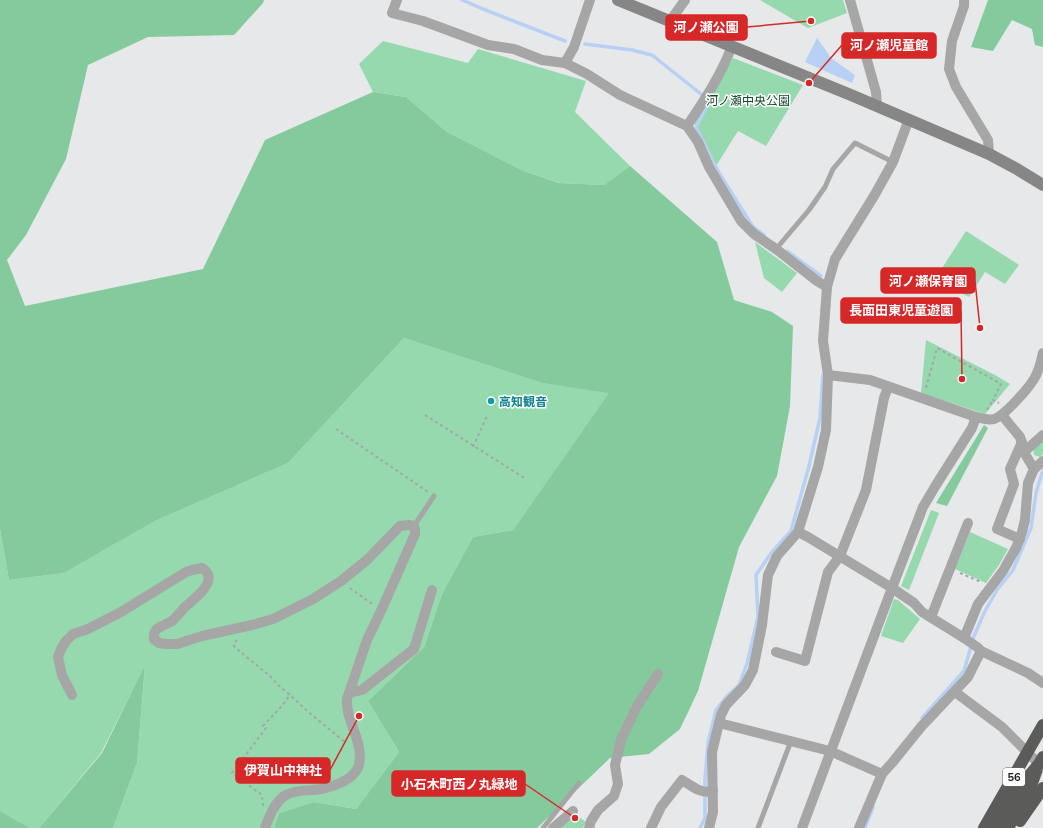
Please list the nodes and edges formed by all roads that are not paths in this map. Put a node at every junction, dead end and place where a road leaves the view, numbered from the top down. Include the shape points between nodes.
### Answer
1 (397, 0) edge
2 (590, 0) edge
3 (618, 0) edge
4 (685, 0) edge
5 (850, 0) edge
6 (964, 0) edge
7 (670, 21) junction
8 (732, 46) junction
9 (565, 63) junction
10 (877, 106) junction
11 (909, 120) junction
12 (687, 126) junction
13 (989, 154) junction
14 (893, 162) junction
15 (1043, 185) edge
16 (776, 249) junction
17 (827, 287) junction
18 (1043, 353) edge
19 (828, 375) junction
20 (888, 387) junction
21 (1005, 412) junction
22 (976, 417) junction
23 (1043, 435) edge
24 (1023, 446) junction
25 (1043, 461) edge
26 (1034, 469) junction
27 (434, 496) road end
28 (968, 523) dead end
29 (414, 526) junction
30 (798, 532) junction
31 (1020, 539) junction
32 (840, 556) junction
33 (892, 588) junction
34 (432, 590) dead end
35 (931, 617) junction
36 (966, 639) junction
37 (979, 649) junction
38 (776, 652) dead end
39 (658, 674) dead end
40 (1043, 683) edge
41 (955, 692) junction
42 (350, 693) junction
43 (72, 695) dead end
44 (719, 723) junction
45 (1043, 725) edge
46 (791, 741) junction
47 (830, 751) junction
48 (1027, 752) junction
49 (1042, 763) edge
50 (882, 774) junction
51 (579, 783) dead end
52 (1043, 788) edge
53 (707, 792) junction
54 (573, 811) dead end
55 (267, 824) edge
56 (544, 828) edge
57 (553, 828) edge
58 (589, 828) edge
59 (651, 828) edge
60 (709, 828) edge
61 (758, 828) edge
62 (802, 828) edge
63 (858, 828) edge
64 (984, 828) edge
65 (995, 828) edge
66 (1008, 828) edge
67 (1015, 828) edge

1 - 9 street via 392,13 423,21 488,45 514,49 542,60
2 - 9 street via 574,47
3 - 7 street
4 - 7 street
5 - 10 street via 876,92
6 - 13 street via 952,41 949,69 956,87 988,140
7 - 8 street
8 - 10 street
8 - 12 street via 706,98
9 - 12 street via 620,95
10 - 11 street
11 - 13 street
11 - 14 street
12 - 16 street via 741,221 754,234
13 - 15 street
14 - 16 lane via 855,143 834,169 809,210
14 - 17 street via 835,259
16 - 17 street
17 - 19 street via 823,341
18 - 21 street via 1034,380
19 - 20 street via 870,380
19 - 30 street via 826,430 818,467
20 - 22 street
20 - 32 street via 866,490
21 - 22 street via 994,419
21 - 24 street
22 - 33 street via 972,428 923,507
23 - 24 street
24 - 26 street
24 - 31 street via 1010,469 1014,484 997,529
25 - 26 street
26 - 31 street via 1028,484 1025,520
27 - 29 lane
28 - 35 street
29 - 42 street via 415,534 367,640
29 - 43 street via 400,526 367,560 341,581 313,599 268,621 177,644 159,643 154,639 156,631 173,620 207,585 207,573 202,568 186,572 122,612 74,634 66,641 58,657 62,675
30 - 32 street
30 - 44 street via 777,556 768,575 753,670 745,685 726,705
31 - 36 street via 1003,571 978,604
32 - 33 street
32 - 38 street via 828,572 805,661
33 - 35 street
33 - 47 street
34 - 42 street via 414,649 362,690
35 - 36 street
36 - 37 street
37 - 40 street
37 - 41 street via 968,677
39 - 58 street via 636,708 621,740 614,765 618,784 614,796 598,810
41 - 48 street via 1002,727
41 - 50 street via 921,727
42 - 55 street via 347,704 360,754 356,771 336,785 289,794 269,815
44 - 46 street
44 - 53 street
45 - 48 highway, 56
46 - 47 street
46 - 61 lane
47 - 50 street
47 - 62 street
48 - 49 street
48 - 64 highway, 56
49 - 65 highway, 56 via 1022,784
49 - 66 highway, 56
50 - 63 street
51 - 56 lane
52 - 67 highway, 56
53 - 59 street via 682,780 661,807
53 - 60 street via 714,812
54 - 57 street

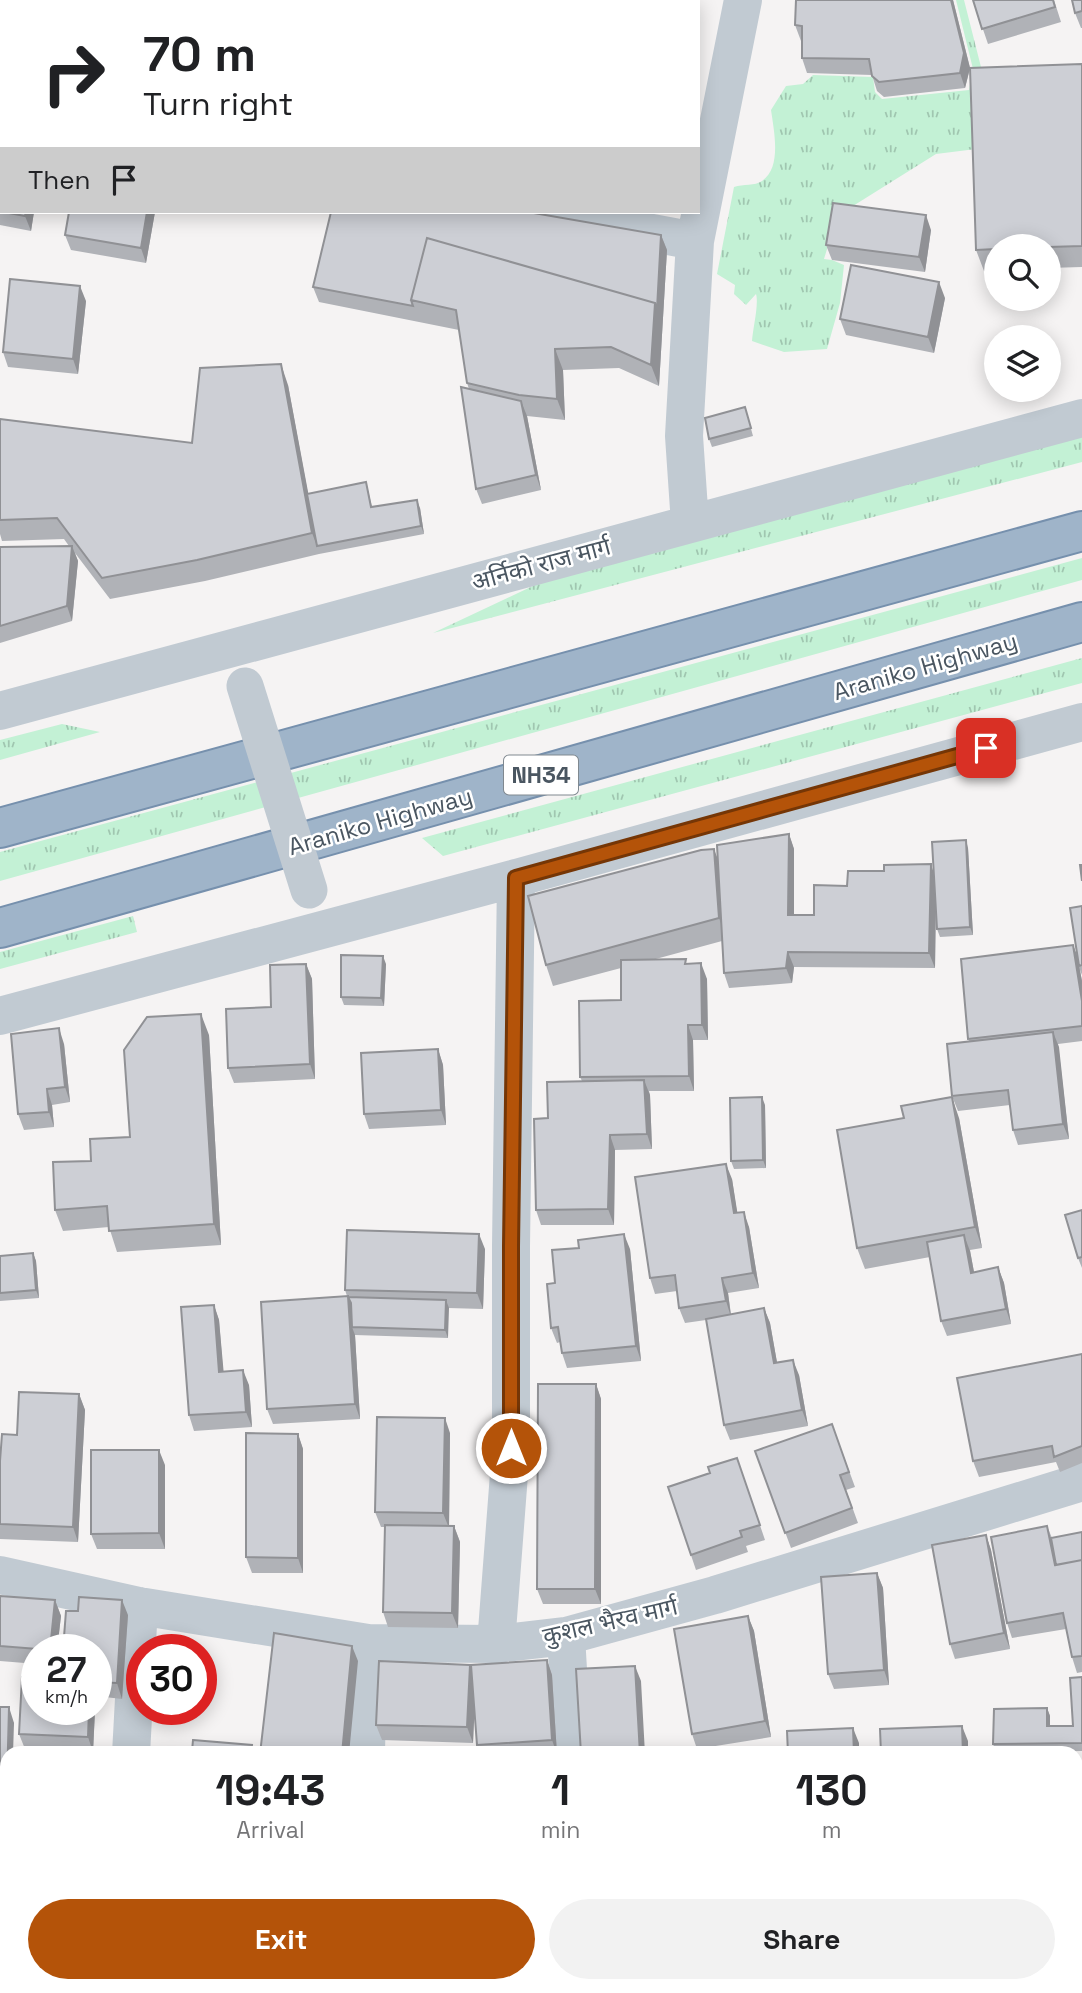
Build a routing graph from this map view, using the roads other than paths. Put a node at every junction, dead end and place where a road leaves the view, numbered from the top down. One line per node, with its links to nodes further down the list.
1 (743, 0): 3 (street)
2 (550, 214): 3 (street)
3 (695, 241): 5 (street)
4 (1082, 418): 5 (street, अर्निको राज मार्ग)
5 (690, 524): 9 (street, अर्निको राज मार्ग)
6 (1082, 531): 11 (highway)
7 (1082, 622): 14 (highway, Araniko Highway / NH34)
8 (245, 686): 13 (street, bridge)
9 (0, 711)
10 (1082, 722): 12 (street)
11 (0, 828)
12 (516, 878): 15 (street); 21 (street)
13 (309, 890)
14 (0, 928)
15 (0, 1016)
16 (1082, 1482): 19 (street, कुशल‌ भैरव मार्ग)
17 (0, 1575): 18 (street, कुशल‌ भैरव मार्ग)
18 (139, 1606): 20 (street, कुशल‌ भैरव मार्ग); 22 (street)
19 (566, 1636): 21 (street, कुशल‌ भैरव मार्ग); 24 (street)
20 (369, 1643): 21 (street, कुशल‌ भैरव मार्ग); 23 (street)
21 (496, 1644)
22 (131, 1746)
23 (366, 1746)
24 (573, 1746)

» ASSIGNED TASK: Omit each image and transcribe the remaining records word for word.

» RESPONSE FOR THIS EXERCISE:
Please list the nodes and edges formed by all roads that are not paths in this map. Put a node at every junction, dead end and place where a road leaves the view, numbered from the top down. Include the shape points between nodes.
### Answer
1 (397, 0) edge
2 (590, 0) edge
3 (618, 0) edge
4 (685, 0) edge
5 (850, 0) edge
6 (964, 0) edge
7 (670, 21) junction
8 (732, 46) junction
9 (565, 63) junction
10 (877, 106) junction
11 (909, 120) junction
12 (687, 126) junction
13 (989, 154) junction
14 (893, 162) junction
15 (1043, 185) edge
16 (776, 249) junction
17 (827, 287) junction
18 (1043, 353) edge
19 (828, 375) junction
20 (888, 387) junction
21 (1005, 412) junction
22 (976, 417) junction
23 (1043, 435) edge
24 (1023, 446) junction
25 (1043, 461) edge
26 (1034, 469) junction
27 (434, 496) road end
28 (968, 523) dead end
29 (414, 526) junction
30 (798, 532) junction
31 (1020, 539) junction
32 (840, 556) junction
33 (892, 588) junction
34 (432, 590) dead end
35 (931, 617) junction
36 (966, 639) junction
37 (979, 649) junction
38 (776, 652) dead end
39 (658, 674) dead end
40 (1043, 683) edge
41 (955, 692) junction
42 (350, 693) junction
43 (72, 695) dead end
44 (719, 723) junction
45 (1043, 725) edge
46 (791, 741) junction
47 (830, 751) junction
48 (1027, 752) junction
49 (1042, 763) edge
50 (882, 774) junction
51 (579, 783) dead end
52 (1043, 788) edge
53 (707, 792) junction
54 (573, 811) dead end
55 (267, 824) edge
56 (544, 828) edge
57 (553, 828) edge
58 (589, 828) edge
59 (651, 828) edge
60 (709, 828) edge
61 (758, 828) edge
62 (802, 828) edge
63 (858, 828) edge
64 (984, 828) edge
65 (995, 828) edge
66 (1008, 828) edge
67 (1015, 828) edge

1 - 9 street via 392,13 423,21 488,45 514,49 542,60
2 - 9 street via 574,47
3 - 7 street
4 - 7 street
5 - 10 street via 876,92
6 - 13 street via 952,41 949,69 956,87 988,140
7 - 8 street
8 - 10 street
8 - 12 street via 706,98
9 - 12 street via 620,95
10 - 11 street
11 - 13 street
11 - 14 street
12 - 16 street via 741,221 754,234
13 - 15 street
14 - 16 lane via 855,143 834,169 809,210
14 - 17 street via 835,259
16 - 17 street
17 - 19 street via 823,341
18 - 21 street via 1034,380
19 - 20 street via 870,380
19 - 30 street via 826,430 818,467
20 - 22 street
20 - 32 street via 866,490
21 - 22 street via 994,419
21 - 24 street
22 - 33 street via 972,428 923,507
23 - 24 street
24 - 26 street
24 - 31 street via 1010,469 1014,484 997,529
25 - 26 street
26 - 31 street via 1028,484 1025,520
27 - 29 lane
28 - 35 street
29 - 42 street via 415,534 367,640
29 - 43 street via 400,526 367,560 341,581 313,599 268,621 177,644 159,643 154,639 156,631 173,620 207,585 207,573 202,568 186,572 122,612 74,634 66,641 58,657 62,675
30 - 32 street
30 - 44 street via 777,556 768,575 753,670 745,685 726,705
31 - 36 street via 1003,571 978,604
32 - 33 street
32 - 38 street via 828,572 805,661
33 - 35 street
33 - 47 street
34 - 42 street via 414,649 362,690
35 - 36 street
36 - 37 street
37 - 40 street
37 - 41 street via 968,677
39 - 58 street via 636,708 621,740 614,765 618,784 614,796 598,810
41 - 48 street via 1002,727
41 - 50 street via 921,727
42 - 55 street via 347,704 360,754 356,771 336,785 289,794 269,815
44 - 46 street
44 - 53 street
45 - 48 highway, 56
46 - 47 street
46 - 61 lane
47 - 50 street
47 - 62 street
48 - 49 street
48 - 64 highway, 56
49 - 65 highway, 56 via 1022,784
49 - 66 highway, 56
50 - 63 street
51 - 56 lane
52 - 67 highway, 56
53 - 59 street via 682,780 661,807
53 - 60 street via 714,812
54 - 57 street

Build a routing graph from this map view, using the roads other than paths. Put a node at every junction, dead end and place where a road leaves the view, numbered from the top down. One line per node, with its links to nodes further down the list.
1 (743, 0): 3 (street)
2 (550, 214): 3 (street)
3 (695, 241): 5 (street)
4 (1082, 418): 5 (street, अर्निको राज मार्ग)
5 (690, 524): 9 (street, अर्निको राज मार्ग)
6 (1082, 531): 11 (highway)
7 (1082, 622): 14 (highway, Araniko Highway / NH34)
8 (245, 686): 13 (street, bridge)
9 (0, 711)
10 (1082, 722): 12 (street)
11 (0, 828)
12 (516, 878): 15 (street); 21 (street)
13 (309, 890)
14 (0, 928)
15 (0, 1016)
16 (1082, 1482): 19 (street, कुशल‌ भैरव मार्ग)
17 (0, 1575): 18 (street, कुशल‌ भैरव मार्ग)
18 (139, 1606): 20 (street, कुशल‌ भैरव मार्ग); 22 (street)
19 (566, 1636): 21 (street, कुशल‌ भैरव मार्ग); 24 (street)
20 (369, 1643): 21 (street, कुशल‌ भैरव मार्ग); 23 (street)
21 (496, 1644)
22 (131, 1746)
23 (366, 1746)
24 (573, 1746)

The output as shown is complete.